Friends of the University of Virginia:

We are deeply grateful to His Excellency, the Governor of Virginia, and
to the President of this University for their eloquent words of welcome. We
thank them sincerely for giving us the opportunity to be present at this
renowned institution as participants in this history-making celebration. On
this centennial occasion it is a privilege to speak for the colleges of Virginia.
We rejoice that our University, through a hundred years of activity, has
contributed so much to the educational development of the State, and has
furnished so many leaders to Virginia and the United States. We are deeply
grateful that its centenary does not mark old age and a decline, but a ripening
into vigorous youth, giving promise of a period of more useful activity
and of wise promotion of education in many fields. No words of mine can
depict the deep sense of pride that we have in this institution.

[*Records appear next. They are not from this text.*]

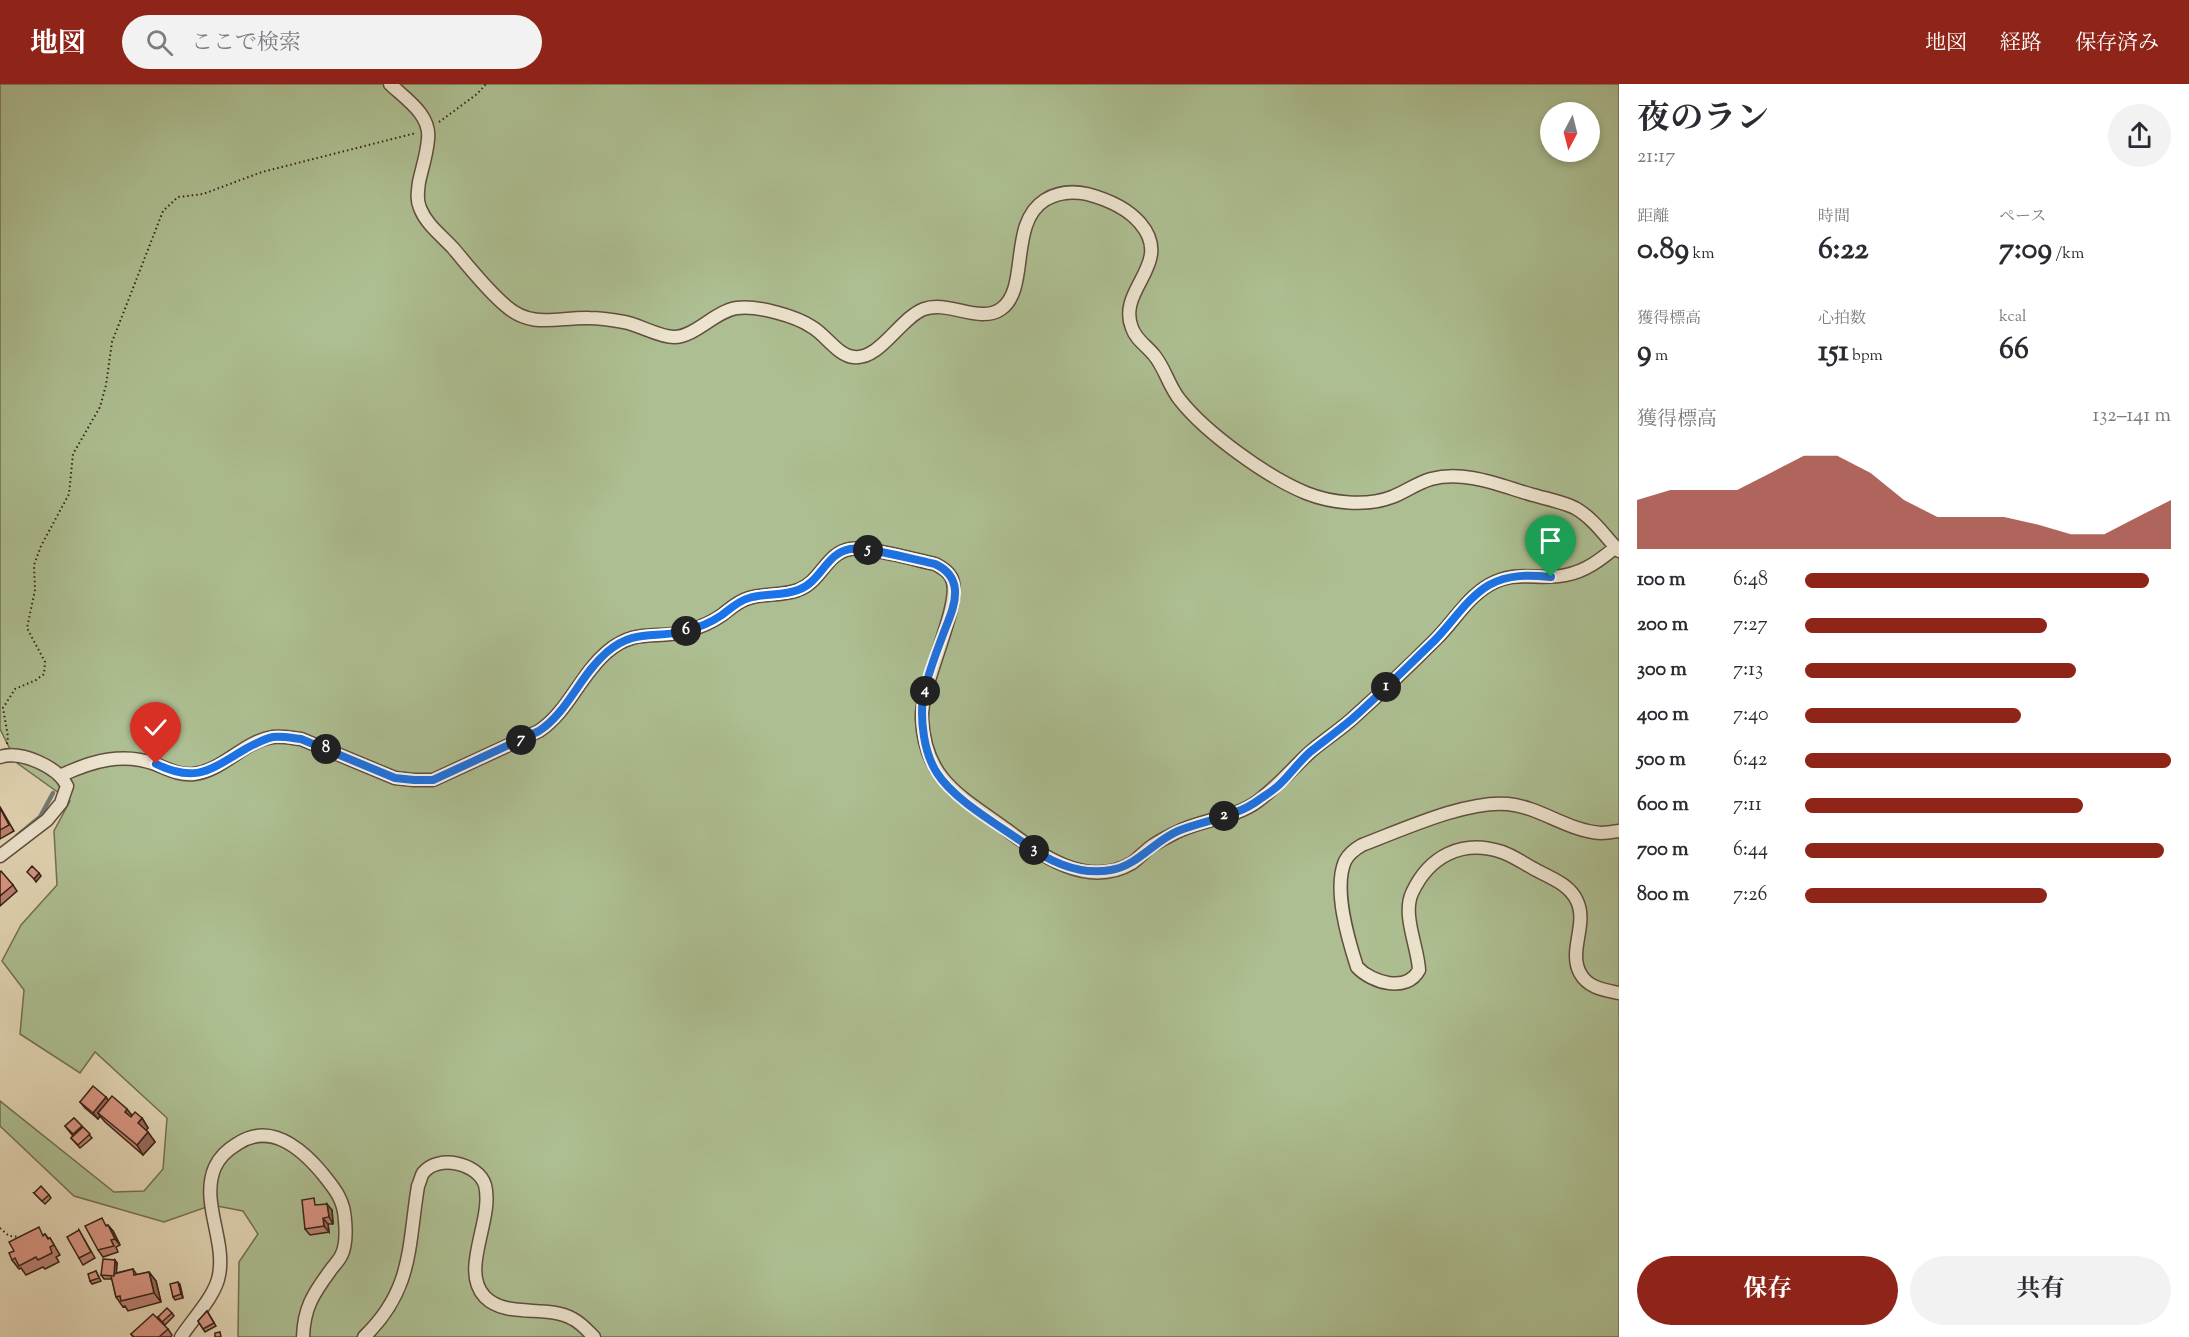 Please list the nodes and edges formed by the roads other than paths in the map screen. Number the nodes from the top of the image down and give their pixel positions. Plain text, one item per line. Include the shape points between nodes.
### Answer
1 (390, 84) edge
2 (1617, 549) edge
3 (2, 756) edge
4 (62, 775) junction
5 (1619, 831) edge
6 (0, 856) edge
7 (1619, 993) edge
8 (181, 1337) edge
9 (303, 1337) edge
10 (364, 1337) edge
11 (594, 1337) edge

1 - 2 street via 415,106 429,129 417,198 420,210 481,281 520,317 616,321 675,337 736,308 759,309 811,326 849,357 859,357 873,352 913,314 927,307 983,314 1005,307 1012,295 1029,216 1052,196 1067,192 1085,194 1116,205 1132,216 1143,226 1152,245 1151,260 1129,313 1132,330 1156,357 1176,395 1194,417 1265,472 1309,494 1370,503 1426,480 1447,476 1475,478 1574,508 1593,521
2 - 4 street via 1581,572 1551,577 1512,576 1489,585 1352,718 1255,803 1177,831 1132,863 1097,873 1059,864 1034,850 977,810 938,774 928,752 922,719 923,696 953,607 952,577 935,564 858,548 841,551 810,585 796,592 747,598 706,625 682,632 643,634 625,640 607,652 588,673 550,724 433,780 395,778 301,739 285,737 260,741 196,774 172,772 136,758 116,757
3 - 4 street via 39,762
4 - 6 street via 68,786 61,803 47,820
5 - 7 street via 1600,833 1523,807 1485,804 1362,845 1351,851 1345,861 1341,880 1342,907 1357,967 1378,981 1409,982 1419,970 1410,916 1411,896 1423,873 1443,855 1462,849 1481,847 1503,853 1570,890 1581,912 1579,970 1597,988
8 - 9 street via 216,1287 219,1275 211,1199 214,1170 219,1158 252,1136 279,1137 293,1144 313,1161 340,1196 344,1208 345,1241 341,1256 307,1307
10 - 11 street via 390,1307 406,1271 423,1173 448,1162 469,1167 484,1183 486,1210 474,1275 486,1299 498,1305 572,1318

On such an occasion one can but think of educational conditions before
the founding of the University. At the opening of the Revolution there was
but one institution of higher learning in Virginia, the College of William and
Mary, then nearly one hundred years old. But with the Declaration of
Independence, an impetus was given to higher learning, for it was generally
thought that in a Republic all men participating in its affairs should be
trained for the performance of their rights as citizens. The further desire to
prepare men for service to the church and to society in general, resulted in
the beginnings of Hampden-Sidney in Prince Edward County, and Liberty
Hall at Lexington, later Washington College, and still later Washington
and Lee University. These three institutions, William and Mary, Hampden-Sidney,
and Washington and Lee are the only Virginia institutions of college
grade antedating the University of Virginia.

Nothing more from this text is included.